=== Section Start ===

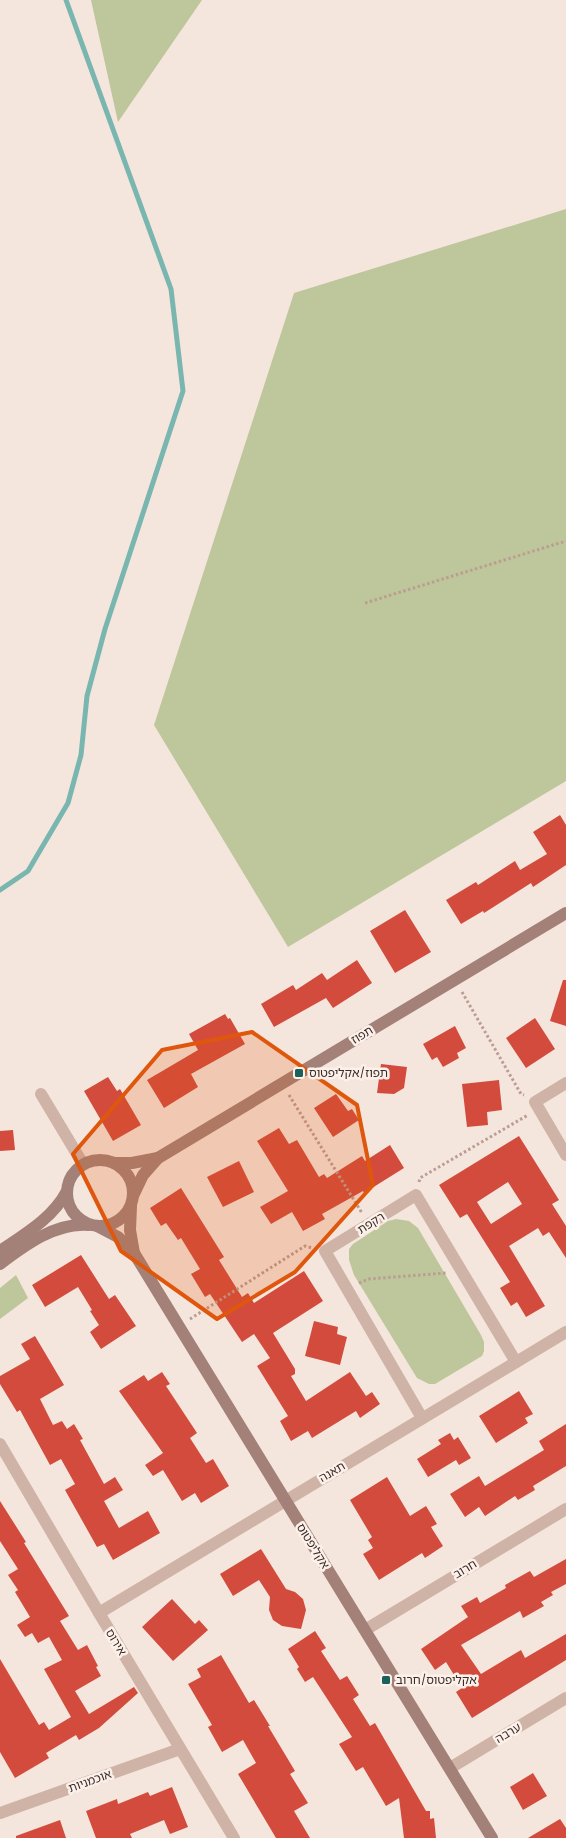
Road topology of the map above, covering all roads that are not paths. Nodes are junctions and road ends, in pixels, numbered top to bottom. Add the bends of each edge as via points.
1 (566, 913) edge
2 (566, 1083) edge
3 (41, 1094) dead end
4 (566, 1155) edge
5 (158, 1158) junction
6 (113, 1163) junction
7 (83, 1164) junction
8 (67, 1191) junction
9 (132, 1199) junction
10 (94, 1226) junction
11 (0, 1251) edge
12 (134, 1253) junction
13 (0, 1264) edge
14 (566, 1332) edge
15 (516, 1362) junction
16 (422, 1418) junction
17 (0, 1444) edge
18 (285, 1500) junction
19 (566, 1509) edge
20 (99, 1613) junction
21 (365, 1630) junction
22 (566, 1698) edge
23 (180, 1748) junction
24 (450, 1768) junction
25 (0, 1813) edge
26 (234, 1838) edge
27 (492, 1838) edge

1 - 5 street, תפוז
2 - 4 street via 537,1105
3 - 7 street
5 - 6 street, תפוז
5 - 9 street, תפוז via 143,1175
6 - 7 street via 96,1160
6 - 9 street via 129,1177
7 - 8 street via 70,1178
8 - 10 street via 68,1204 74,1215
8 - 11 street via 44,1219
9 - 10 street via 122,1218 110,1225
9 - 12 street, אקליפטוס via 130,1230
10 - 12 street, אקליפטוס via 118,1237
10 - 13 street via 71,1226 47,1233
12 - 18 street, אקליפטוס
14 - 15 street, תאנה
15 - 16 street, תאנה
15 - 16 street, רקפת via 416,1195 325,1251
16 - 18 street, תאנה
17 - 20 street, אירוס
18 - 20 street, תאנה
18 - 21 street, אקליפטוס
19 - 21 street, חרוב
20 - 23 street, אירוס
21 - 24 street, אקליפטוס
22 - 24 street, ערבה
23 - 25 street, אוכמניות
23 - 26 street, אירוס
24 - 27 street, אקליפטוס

=== Section End ===

> Problem details
State how many lines in the entries hold "תפוז", please, with no other words.

> Written answer
3